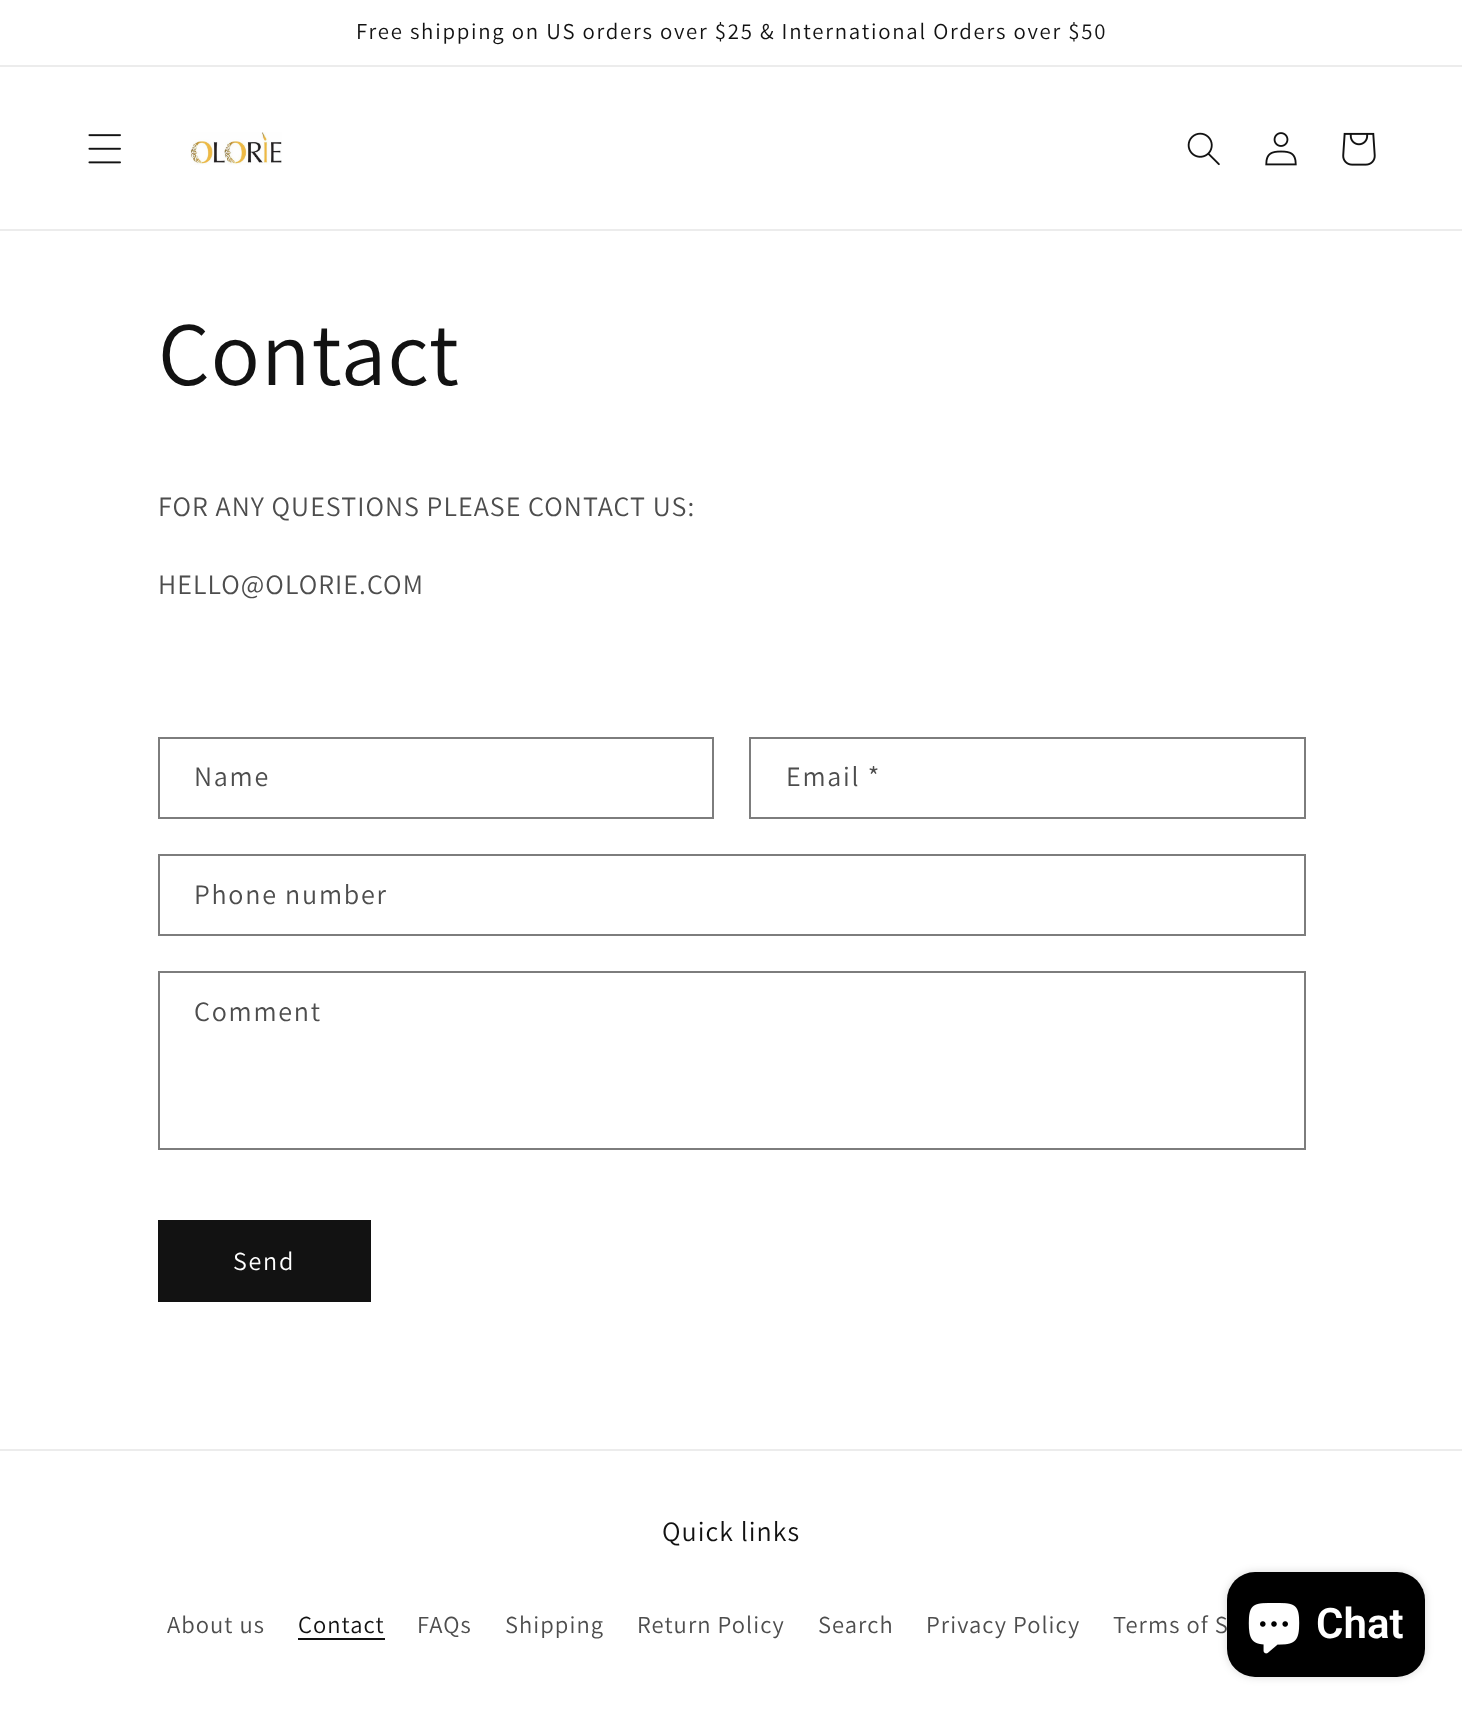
<?xml version="1.0" encoding="UTF-8"?>
<svg xmlns="http://www.w3.org/2000/svg" width="1462" height="1713">
    <defs>
        <filter id="blur1" x="-50%" y="-200%" width="200%" height="500%"><feGaussianBlur stdDeviation="4.5"/></filter>
    </defs>
    <rect width="100%" height="100%" fill="#FFFFFF"/>
    <rect x="0" y="65" width="1462" height="2" fill="#ECECEC"/>
    <text x="356" y="39" font-family="Assistant" font-size="22.75" letter-spacing="1.75" fill="#121212">Free shipping on US orders over $25 &amp; International Orders over $50</text>
    <rect x="0" y="229" width="1462" height="2" fill="#ECECEC"/>
    <image x="88" y="134" width="33" height="30" href="img_01.png"/>
    <image x="190" y="132" width="92" height="33" href="img_02.png"/>
    <image x="1187" y="132" width="33" height="34" href="img_03.png"/>
    <image x="1265" y="132" width="32" height="34" href="img_04.png"/>
    <image x="1342" y="132" width="34" height="34" href="img_05.png"/>
    <text x="158" y="385" font-family="Assistant" font-size="91" letter-spacing="1.05" fill="#121212">Contact</text>
    <text x="158" y="516" font-family="Assistant" font-size="28" letter-spacing="1.05" fill="#4D4D4D">FOR ANY QUESTIONS PLEASE CONTACT US:</text>
    <text x="158" y="594" font-family="Assistant" font-size="28" letter-spacing="1.05" fill="#4D4D4D">HELLO@OLORIE.COM</text>
    <rect x="159" y="738" width="554" height="80" fill="none" stroke="#7D7D7D" stroke-width="2"/>
    <text x="194" y="786" font-family="Assistant" font-size="28" letter-spacing="1.75" fill="#4D4D4D">Name</text>
    <rect x="750" y="738" width="555" height="80" fill="none" stroke="#7D7D7D" stroke-width="2"/>
    <text x="786" y="786" font-family="Assistant" font-size="28" letter-spacing="1.75" fill="#4D4D4D">Email *</text>
    <rect x="159" y="855" width="1146" height="80" fill="none" stroke="#7D7D7D" stroke-width="2"/>
    <text x="194" y="904" font-family="Assistant" font-size="28" letter-spacing="1.75" fill="#4D4D4D">Phone number</text>
    <rect x="159" y="972" width="1146" height="177" fill="none" stroke="#7D7D7D" stroke-width="2"/>
    <text x="194" y="1021" font-family="Assistant" font-size="28" letter-spacing="1.75" fill="#4D4D4D">Comment</text>
    <rect x="158" y="1220" width="213" height="82" fill="#121212"/>
    <text x="233" y="1270" font-family="Assistant" font-size="26" letter-spacing="1.75" fill="#FFFFFF">Send</text>
    <rect x="0" y="1449" width="1462" height="2" fill="#ECECEC"/>
    <text x="662" y="1541" font-family="Assistant" font-size="28" letter-spacing="1.05" fill="#121212">Quick links</text>
    <text x="167" y="1633" font-family="Assistant" font-size="24.5" letter-spacing="1.05" fill="#4D4D4D">About us</text>
    <text x="298" y="1633" font-family="Assistant" font-size="24.5" letter-spacing="1.05" fill="#121212">Contact</text>
    <rect x="298" y="1638" width="87" height="2" fill="#121212"/>
    <text x="417" y="1633" font-family="Assistant" font-size="24.5" letter-spacing="1.05" fill="#4D4D4D">FAQs</text>
    <text x="505" y="1633" font-family="Assistant" font-size="24.5" letter-spacing="1.05" fill="#4D4D4D">Shipping</text>
    <text x="637" y="1633" font-family="Assistant" font-size="24.5" letter-spacing="1.05" fill="#4D4D4D">Return Policy</text>
    <text x="818" y="1633" font-family="Assistant" font-size="24.5" letter-spacing="1.05" fill="#4D4D4D">Search</text>
    <text x="926" y="1633" font-family="Assistant" font-size="24.5" letter-spacing="1.05" fill="#4D4D4D">Privacy Policy</text>
    <text x="1113" y="1633" font-family="Assistant" font-size="24.5" letter-spacing="1.05" fill="#4D4D4D">Terms of S</text>
    <rect x="1227" y="1572" width="198" height="105" rx="28" fill="#000000" fill-opacity="0.15" filter="url(#blur1)"/>
    <rect x="1227" y="1572" width="198" height="105" rx="28" fill="#000000"/>
    <image x="1248" y="1603" width="52" height="51" href="img_06.png"/>
    <text x="1316" y="1638" font-family="Roboto" font-size="42" font-weight="600" fill="#FFFFFF">Chat</text>
</svg>
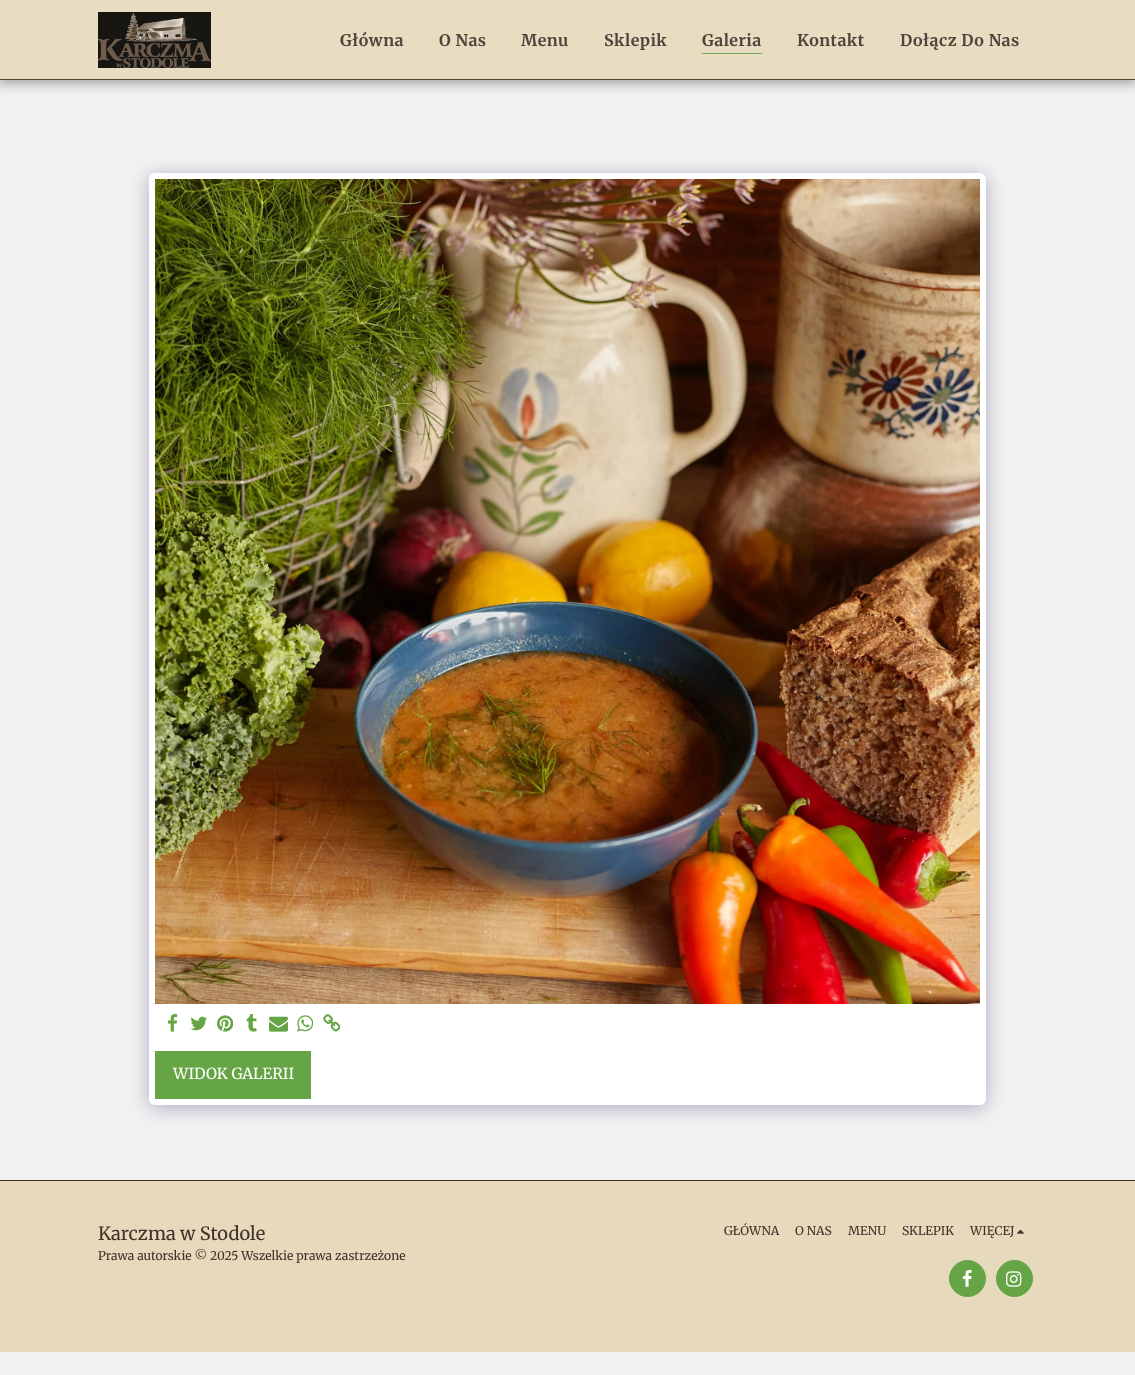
<svg xmlns="http://www.w3.org/2000/svg" width="1135" height="1375" viewBox="0 0 1135 1375">
  <rect width="100%" height="100%" fill="#f2f2f2"/>
  <path d="M-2 0h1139v84H-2z" fill="#18181859" filter="blur(6px)"/>
  <path d="M0 0h1135v79H0z" fill="#e8dcc1"/>
  <path d="M0 79h1135v1H0z" fill="#59432e"/>
  <image x="98" y="12" width="113" height="56" href="img/1.png"/>
  <path d="M702 53h60v1H702z" fill="#74ad56"/>
  <rect x="149" y="176" width="837" height="932" rx="6" fill="#4d3f7a66" filter="blur(10px)"/>
  <rect x="149" y="173" width="837" height="932" rx="6" fill="#fff"/>
  <image x="155" y="179" width="825" height="825" href="img/2.png"/>
  <image x="168" y="1014" width="10" height="18" href="img/3.png"/>
  <image x="190" y="1016" width="17" height="15" href="img/4.png"/>
  <image x="217" y="1015" width="16" height="17" href="img/5.png"/>
  <image x="246" y="1014" width="11" height="18" href="img/6.png"/>
  <image x="269" y="1016" width="19" height="16" href="img/7.png"/>
  <image x="297" y="1015" width="16" height="17" href="img/8.png"/>
  <image x="323" y="1014" width="17" height="18" href="img/9.png"/>
  <path d="M155 1051h156v48H155z" fill="#66a545"/>
  <path d="M0 1181h1135v171H0z" fill="#e7d9bb"/>
  <path d="M0 1180h1135v1H0z" fill="#483018"/>
  <image x="1017" y="1229" width="7" height="5" href="img/10.png"/>
  <circle cx="967.5" cy="1278.5" r="18" fill="#66a545" stroke="#66a545"/>
  <image x="962" y="1270" width="10" height="17" href="img/11.png"/>
  <circle cx="1014.5" cy="1278.5" r="18" fill="#66a545" stroke="#66a545"/>
  <image x="1006" y="1271" width="16" height="16" href="img/12.png"/>
  <g font-family="Merriweather" font-size="16" font-weight="bold" letter-spacing="0.5" fill="#52443d">
    <text x="340" y="46">Główna</text>
    <text x="439" y="46">O Nas</text>
    <text x="521" y="46">Menu</text>
    <text x="604" y="46">Sklepik</text>
    <text x="702" y="46">Galeria</text>
    <text x="797" y="46">Kontakt</text>
    <text x="900" y="46">Dołącz Do Nas</text>
  </g>
  <text x="173" y="1079" font-family="Merriweather" font-size="15.25" fill="#fff">WIDOK GALERII</text>
  <text x="98" y="1240" font-family="Merriweather" font-size="18.25" fill="#403129">Karczma w Stodole</text>
  <g font-family="Merriweather" font-size="12.15" fill="#403129">
    <text x="98" y="1260">Prawa autorskie © 2025 Wszelkie prawa zastrzeżone</text>
    <text x="724" y="1235">GŁÓWNA</text>
    <text x="795" y="1235">O NAS</text>
    <text x="848" y="1235">MENU</text>
    <text x="902" y="1235">SKLEPIK</text>
    <text x="970" y="1235">WIĘCEJ</text>
  </g>
</svg>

****************

REQUIREMENT = Which lines above include the word "Merriweather"? Show each one.

EXERCISE OUTPUT =
  <g font-family="Merriweather" font-size="16" font-weight="bold" letter-spacing="0.5" fill="#52443d">
  <text x="173" y="1079" font-family="Merriweather" font-size="15.25" fill="#fff">WIDOK GALERII</text>
  <text x="98" y="1240" font-family="Merriweather" font-size="18.25" fill="#403129">Karczma w Stodole</text>
  <g font-family="Merriweather" font-size="12.15" fill="#403129">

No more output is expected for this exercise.